Efectivamente; si aquel disco invisible hubiera tenido su atmósfera, ¿no debieran haber visto las estrellas errantes cruzando con sus trayectorias? Si el proyectil mismo atravesaba estas capas fluidas, ¿río podría percibirse algún ruido repercutido por los ecos lunares, los rugidos de una tempestad, por ejemplo, los estallidos de un alud, las detonaciones de un volcán en actividad? Y si alguna montaña en ignición se coronaba de un penacho de resplandores, ¿no se hubieran podido distinguir sus intensas fulguraciones? Hechos semejantes, minuciosamente comprobados, les hubiesen aclarado mucho el oscuro problema de la constitución lunar. Por este motivo Barbicane y Nicholl, colocados en sus lentes, como astrónomos, observaban con escrupulosa paciencia, pero hasta entonces el disco permanecía mudo y sombrío, y no contestaba a nada de las múltiples preguntas que le dirigían aquellos hombres. Este silencio provocó la siguiente reflexión de Ardán, bastante justa al parecer.

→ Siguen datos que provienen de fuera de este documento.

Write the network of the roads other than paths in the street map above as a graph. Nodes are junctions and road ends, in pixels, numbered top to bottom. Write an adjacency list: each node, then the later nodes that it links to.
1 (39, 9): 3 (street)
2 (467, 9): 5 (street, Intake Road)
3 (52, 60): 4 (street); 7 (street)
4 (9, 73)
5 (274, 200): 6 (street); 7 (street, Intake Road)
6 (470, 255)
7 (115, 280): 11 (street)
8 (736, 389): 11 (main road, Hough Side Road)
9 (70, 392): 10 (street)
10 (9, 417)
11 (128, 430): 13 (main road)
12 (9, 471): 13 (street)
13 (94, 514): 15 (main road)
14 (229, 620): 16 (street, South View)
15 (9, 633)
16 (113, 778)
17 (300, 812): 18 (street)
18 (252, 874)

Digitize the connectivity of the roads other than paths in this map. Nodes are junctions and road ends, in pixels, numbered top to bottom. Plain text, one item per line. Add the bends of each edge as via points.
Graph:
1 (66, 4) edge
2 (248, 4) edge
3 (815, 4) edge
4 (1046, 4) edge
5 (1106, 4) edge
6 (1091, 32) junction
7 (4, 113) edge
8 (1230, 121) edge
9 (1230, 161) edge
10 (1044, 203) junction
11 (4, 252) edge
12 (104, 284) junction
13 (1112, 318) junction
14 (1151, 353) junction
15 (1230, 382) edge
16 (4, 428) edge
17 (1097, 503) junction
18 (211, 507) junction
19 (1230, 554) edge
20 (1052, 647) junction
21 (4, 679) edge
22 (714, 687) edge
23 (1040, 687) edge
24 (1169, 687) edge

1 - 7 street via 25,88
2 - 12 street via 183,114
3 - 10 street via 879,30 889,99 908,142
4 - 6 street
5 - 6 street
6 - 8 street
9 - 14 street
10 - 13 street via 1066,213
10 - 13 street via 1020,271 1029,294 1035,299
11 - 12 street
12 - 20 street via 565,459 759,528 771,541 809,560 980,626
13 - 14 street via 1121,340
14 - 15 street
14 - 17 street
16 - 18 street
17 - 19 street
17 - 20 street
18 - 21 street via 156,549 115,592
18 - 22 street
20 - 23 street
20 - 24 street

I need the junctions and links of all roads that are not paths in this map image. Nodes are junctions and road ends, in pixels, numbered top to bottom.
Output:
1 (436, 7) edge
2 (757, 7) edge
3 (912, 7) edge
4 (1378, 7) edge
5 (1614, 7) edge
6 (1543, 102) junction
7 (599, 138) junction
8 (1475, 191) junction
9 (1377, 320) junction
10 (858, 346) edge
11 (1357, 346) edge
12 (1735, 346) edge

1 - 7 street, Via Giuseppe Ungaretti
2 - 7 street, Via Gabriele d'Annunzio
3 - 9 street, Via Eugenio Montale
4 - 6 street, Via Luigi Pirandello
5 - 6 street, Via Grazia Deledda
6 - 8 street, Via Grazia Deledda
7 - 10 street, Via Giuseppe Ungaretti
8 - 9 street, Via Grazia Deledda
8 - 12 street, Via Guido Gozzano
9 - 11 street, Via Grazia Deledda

—Si otra vez hacemos este viaje, haremos bien en escoger la época de la Luna nueva.

—En efecto —respondió Nicholl—, esa circunstancia sería más favorable. Convengo en que la Luna sumergida en los rayos solares no sería visible durante el trayecto; pero, en cambio, se distinguiría la Tierra, que estaría en pleno. Además, si fuéramos atraídos alrededor de la Luna como ahora sucede, tendríamos al menos la ventaja de ver su disco, actualmente invisible, magníficamente iluminado.

—Bien dicho, Nicholl —contestó Miguel Ardán—. ¿Qué piensas tú de todo ello, Barbicane?

—Pienso —respondió el grave presidente— que si volvemos a emprender este viaje, partiremos en la misma época y en las mismas condiciones. Supongamos que hubiésemos logrado nuestro objetivo; ¿no hubiera valido más encontrar continentes llenos de luz que una región sumergida en una noche oscura? ¿No se habría efectuado en las mejores circunstancias nuestra primera instalación? Evidentemente sí. En cuanto a este lado invisible, lo hubiéramos visitado en nuestros viajes de investigación sobre el globo lunar. Por lo tanto, la época del plenilunio estaba perfectamente escogida. Era necesario llegar al fin de nuestro camino, y para esto, no desviarse en él.

—Nada se puede objetar a eso —dijo Miguel Ardán—. ¡He aquí, sin embargo, una buena ocasión perdida de observar el otro lado de la Luna! ¡Quién sabe si los habitantes de los otros planetas están a la misma altura que los sabios de la Tierra en cuanto al conocimiento de sus satélites!

A esta observación de Miguel Ardán se hubiera podido contestar fácilmente de este modo: si otros satélites han podido ser estudiados con más exactitud el por su mayor proximidad. Los habitantes de Saturno, de Júpiter y de Urano, si existen, han podido establecer comunicaciones más fáciles con sus Lunas. Los cuatro satélites de Júpiter gravitan a una distancia de ciento ocho mil doscientas sesenta leguas; ciento setenta y dos mil doscientas leguas; doscientas setenta y cuatro mil doscientas leguas, y cuatrocientas ochenta mil ciento treinta leguas, respectivamente. Pero estas distancias están contadas desde el centro del planeta y deduciendo la longitud del radio que es de diecisiete a dieciocho mil leguas, se ve que el primer satélite no se halla tan lejos de la superficie de Júpiter como la Luna de la superficie de la Tierra. De las ocho Lunas de Saturno, cuatro están igualmente más próximas; Diana a ochenta y cuatro mil seiscientas leguas; Thetys a sesenta y dos mil novecientas sesenta leguas; encerrado a cuarenta y ocho mil noventa y una leguas y, finalmente, Mimas a una distancia media de treinta y cuatro mil quinientas únicamente. De los ocho satélites de Urano, el primero, Ariel, no está más que a cincuenta y una mil ciento veinte leguas del planeta.